Campus news knows no vacation. Without the majority of the student population around to pay attention, Northwestern’s athletes, teachers, administrators and Qataris plugged ahead and made news in the name of our university. Here’s the abridged version of what went on in NU circles while you were on vacation.
What may most affect your life (besides NU jumping two spots in US News rankings) is the Be Aware You’re Uploading (BAYU) system, Northwestern’s attempt to stem the number of RIAA complaints about illegal downloading. The university will be hooked into computers on its network and shoot e-mails to bogeys informing them of their potential transgressions. Before you camp outside 1800 Sherman Avenue with anti-Big Brother slogans tattooed on your foreheads, do know the university won’t be enforcing anything. It’ll simply be making you aware that it “does not condone unlawful P2P file sharing.”

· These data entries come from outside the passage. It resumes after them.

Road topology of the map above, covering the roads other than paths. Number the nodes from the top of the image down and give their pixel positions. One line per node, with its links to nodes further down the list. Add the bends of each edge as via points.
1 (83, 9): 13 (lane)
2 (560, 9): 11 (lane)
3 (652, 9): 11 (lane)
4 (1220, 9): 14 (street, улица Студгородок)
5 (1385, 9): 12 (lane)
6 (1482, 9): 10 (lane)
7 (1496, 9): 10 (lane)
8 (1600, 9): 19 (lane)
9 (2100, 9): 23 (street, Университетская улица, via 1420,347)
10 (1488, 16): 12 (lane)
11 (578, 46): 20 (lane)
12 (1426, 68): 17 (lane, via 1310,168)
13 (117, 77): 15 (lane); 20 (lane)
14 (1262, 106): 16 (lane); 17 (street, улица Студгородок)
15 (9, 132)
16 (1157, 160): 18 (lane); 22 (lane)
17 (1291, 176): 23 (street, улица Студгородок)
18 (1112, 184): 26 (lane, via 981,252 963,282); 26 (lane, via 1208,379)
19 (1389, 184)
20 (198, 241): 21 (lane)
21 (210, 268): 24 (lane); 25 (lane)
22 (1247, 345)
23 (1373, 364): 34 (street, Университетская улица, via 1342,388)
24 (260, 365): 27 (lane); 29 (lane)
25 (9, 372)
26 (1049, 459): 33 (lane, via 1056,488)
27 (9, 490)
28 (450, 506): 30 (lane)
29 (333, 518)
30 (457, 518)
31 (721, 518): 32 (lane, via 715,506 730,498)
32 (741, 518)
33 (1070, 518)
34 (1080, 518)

Speaking of trouble-making, remember that story in The Weekly about the intense hazing at Lambda Phi Epsilon? The University Hearing and Appeals system did, suspending the fraternity “after the chapter was found responsible for hazing, freshmen freeze, and other violations,” according to an e-mail from the Office for Fraternity and Sorority Life. “All appeals have been exhausted, and the suspension takes place immediately,” the e-mailed stated. “The fraternity may not conduct any further activities whatsoever either on or off-campus.”
Far away from American copyright law, Northwestern’s inaugural Qatar freshman class and its 3:1 female-to-male ratio began school while we were still halfway through summer. But don’t worry: Just because they’re on the other side of the world doesn’t mean they’re spared the fun of Essential NU. In the words of Gulf newspaper The Peninsula, “Yesterday’s opening of classes were preceded by a Dean’s Convocation on August 10 and an intense four-day orientation programme known as ‘Wildcat Welcome.’”
In an equally faraway land, Matt Grevers did Northwestern swimming enthusiasts proud, winningtwo swimming silver medals in Beijing. But despite reaching the pinnacle of world sports, Grevers still managed to regain some sense of our sporting inferiority complex: After comprising one-fourth of an Olympic-record-setting 4×100 relay team in the preliminary round, Grevers got to sit on the sidelines to watch now-legendary University of Michigan alum Michael Phelps nab one of his eight gold medals.
The happy sports stories don’t end there: The football team has roared to a 3-0 start, beating Syracuse,Duke and Southern Illinois. Granted, Syracuse and Duke combined for a 3-21 record last year, and Southern Illinois isn’t in the NCAA’s top division, but hey, at least we avenged last year’s heartbreaking loss to the Blue Devils, which snapped their 22-game losing streak.
But the most productive group of Wildcats in the past weeks has been our professors. Without the shackles of noisy lecture halls and mountains of five-page papers, our teaching core created an interactive Web site for preserving fertility for cancer patients, informed America of poor treatment for colon cancer at hospitals, constructed an “informal forum” for high school science enthusiasts, were named second-most-impactful in HIV/AIDS research, and found out that teens are feeling an information-overload about the election.
In much sadder news, Northwestern recently lost two of its own professors. McCormick associate professor Alexander Golovin succumbed to cancer at the age of 45. He was “an outstanding applied mathematician with an international reputation,” according to a statement by Michael Miksis, chairman of the engineering sciences and applied mathematics department. This summer also saw the loss of law professor Richard Speidel, age 75.